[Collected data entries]
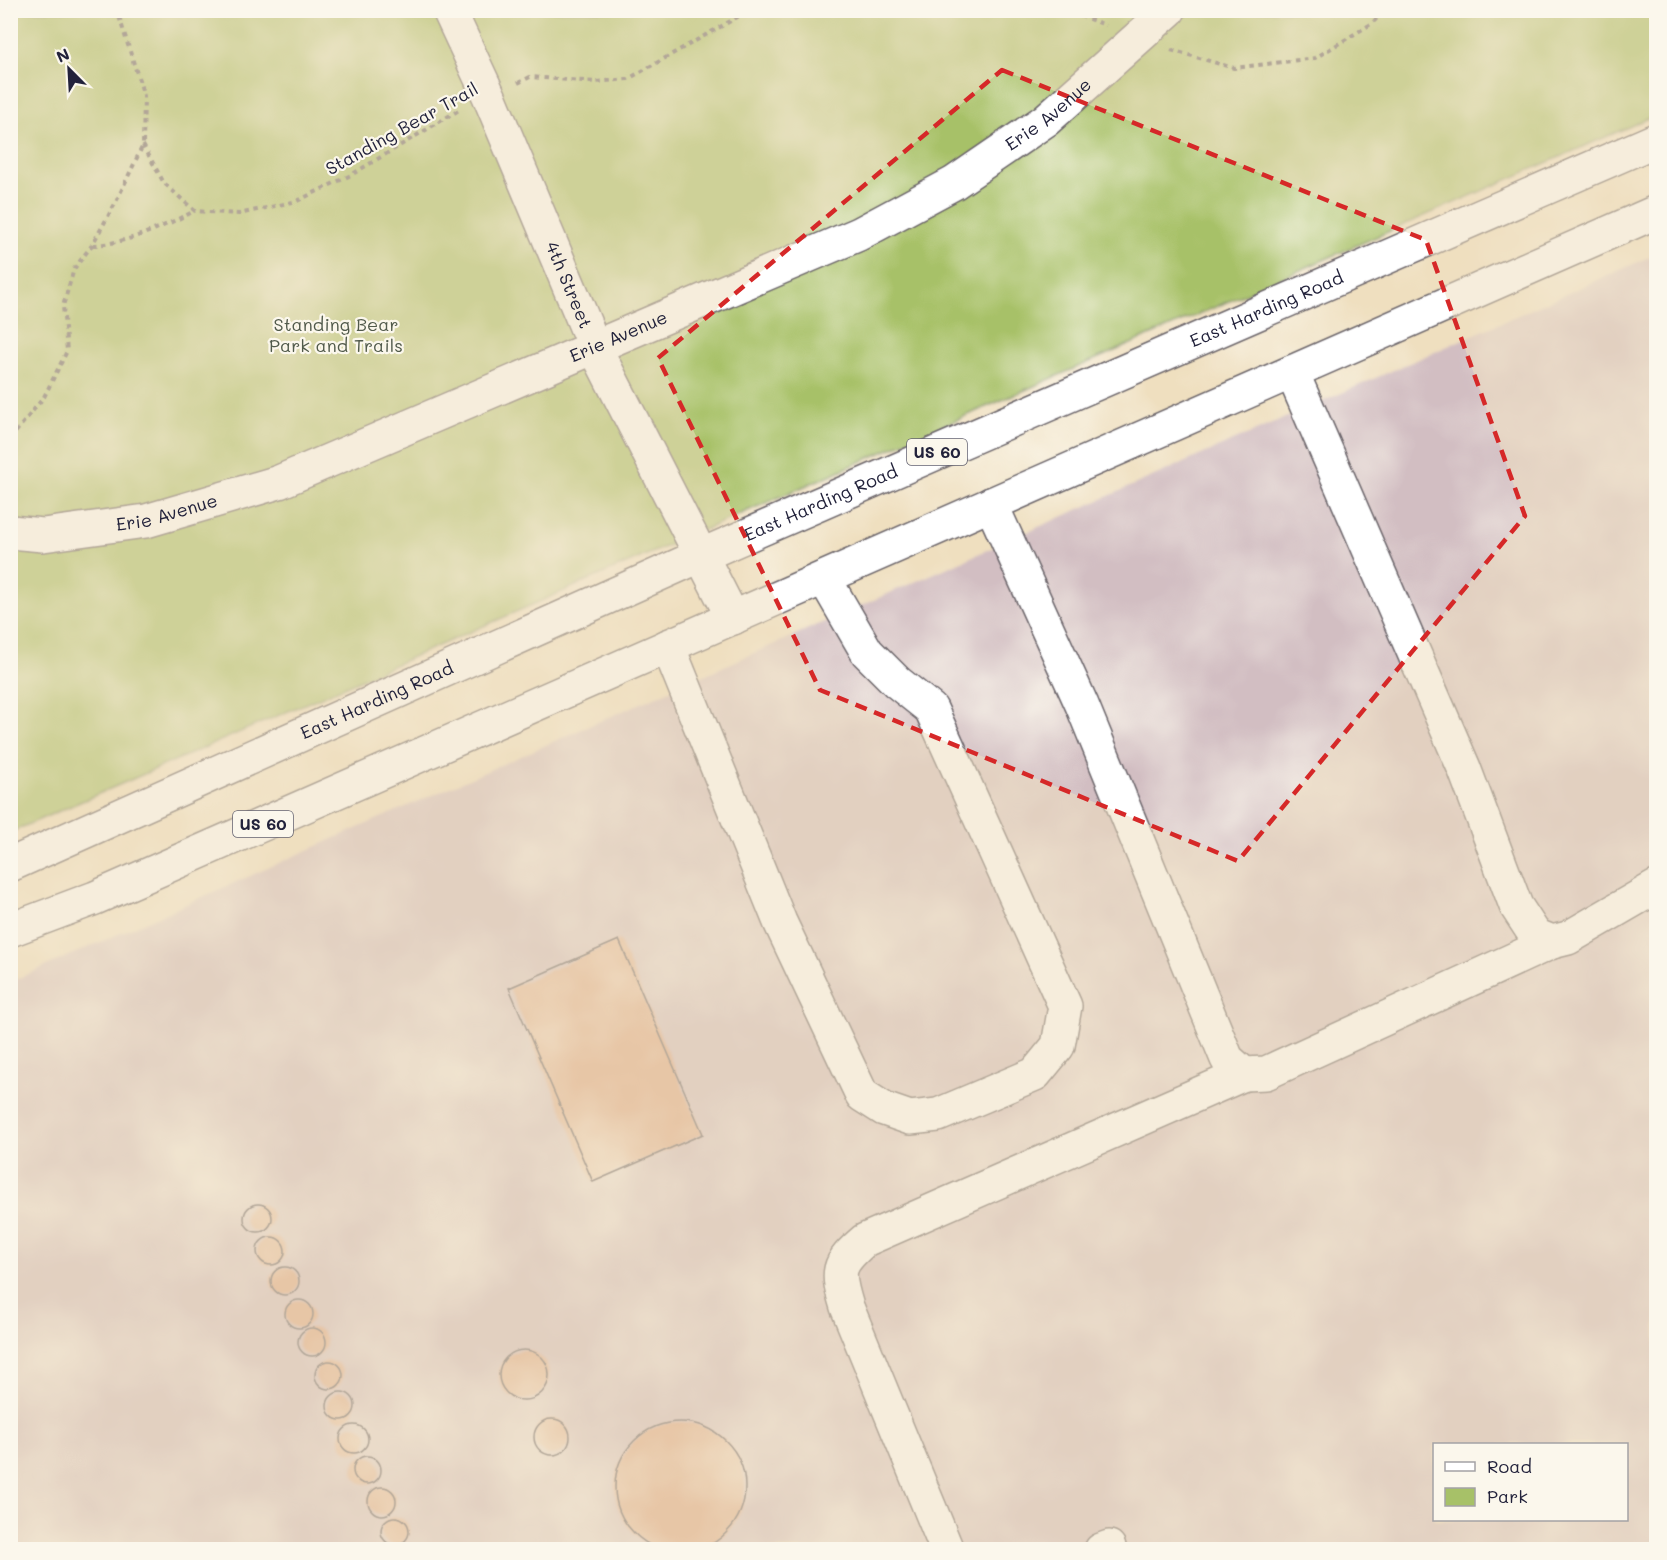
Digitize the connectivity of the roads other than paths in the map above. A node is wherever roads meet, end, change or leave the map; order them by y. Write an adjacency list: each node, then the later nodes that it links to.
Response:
1 (449, 10): 5 (main road, 4th Street)
2 (1169, 10): 5 (main road, Erie Avenue)
3 (1656, 140): 9 (main road, East Harding Road / US 60)
4 (1656, 212): 6 (main road, US 60)
5 (595, 348): 8 (main road, Erie Avenue); 9 (main road, 4th Street)
6 (1292, 372): 7 (main road, US 60); 16 (main road)
7 (991, 504): 10 (main road, US 60); 17 (main road)
8 (10, 532)
9 (702, 555): 11 (main road, 4th Street); 13 (main road, East Harding Road / US 60)
10 (824, 578): 11 (main road, US 60); 12 (main road)
11 (733, 618): 12 (main road, US 60)
12 (668, 646): 15 (main road, US 60)
13 (10, 865)
14 (1656, 887): 16 (main road)
15 (10, 930)
16 (1552, 942): 17 (main road)
17 (1244, 1074): 18 (main road)
18 (947, 1550)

§ Requirement
None of the pictures should appear; repeat the records exactly otherwise.

§ Result below
Digitize the connectivity of the roads other than paths in the map above. A node is wherever roads meet, end, change or leave the map; order them by y. Write an adjacency list: each node, then the later nodes that it links to.
Response:
1 (449, 10): 5 (main road, 4th Street)
2 (1169, 10): 5 (main road, Erie Avenue)
3 (1656, 140): 9 (main road, East Harding Road / US 60)
4 (1656, 212): 6 (main road, US 60)
5 (595, 348): 8 (main road, Erie Avenue); 9 (main road, 4th Street)
6 (1292, 372): 7 (main road, US 60); 16 (main road)
7 (991, 504): 10 (main road, US 60); 17 (main road)
8 (10, 532)
9 (702, 555): 11 (main road, 4th Street); 13 (main road, East Harding Road / US 60)
10 (824, 578): 11 (main road, US 60); 12 (main road)
11 (733, 618): 12 (main road, US 60)
12 (668, 646): 15 (main road, US 60)
13 (10, 865)
14 (1656, 887): 16 (main road)
15 (10, 930)
16 (1552, 942): 17 (main road)
17 (1244, 1074): 18 (main road)
18 (947, 1550)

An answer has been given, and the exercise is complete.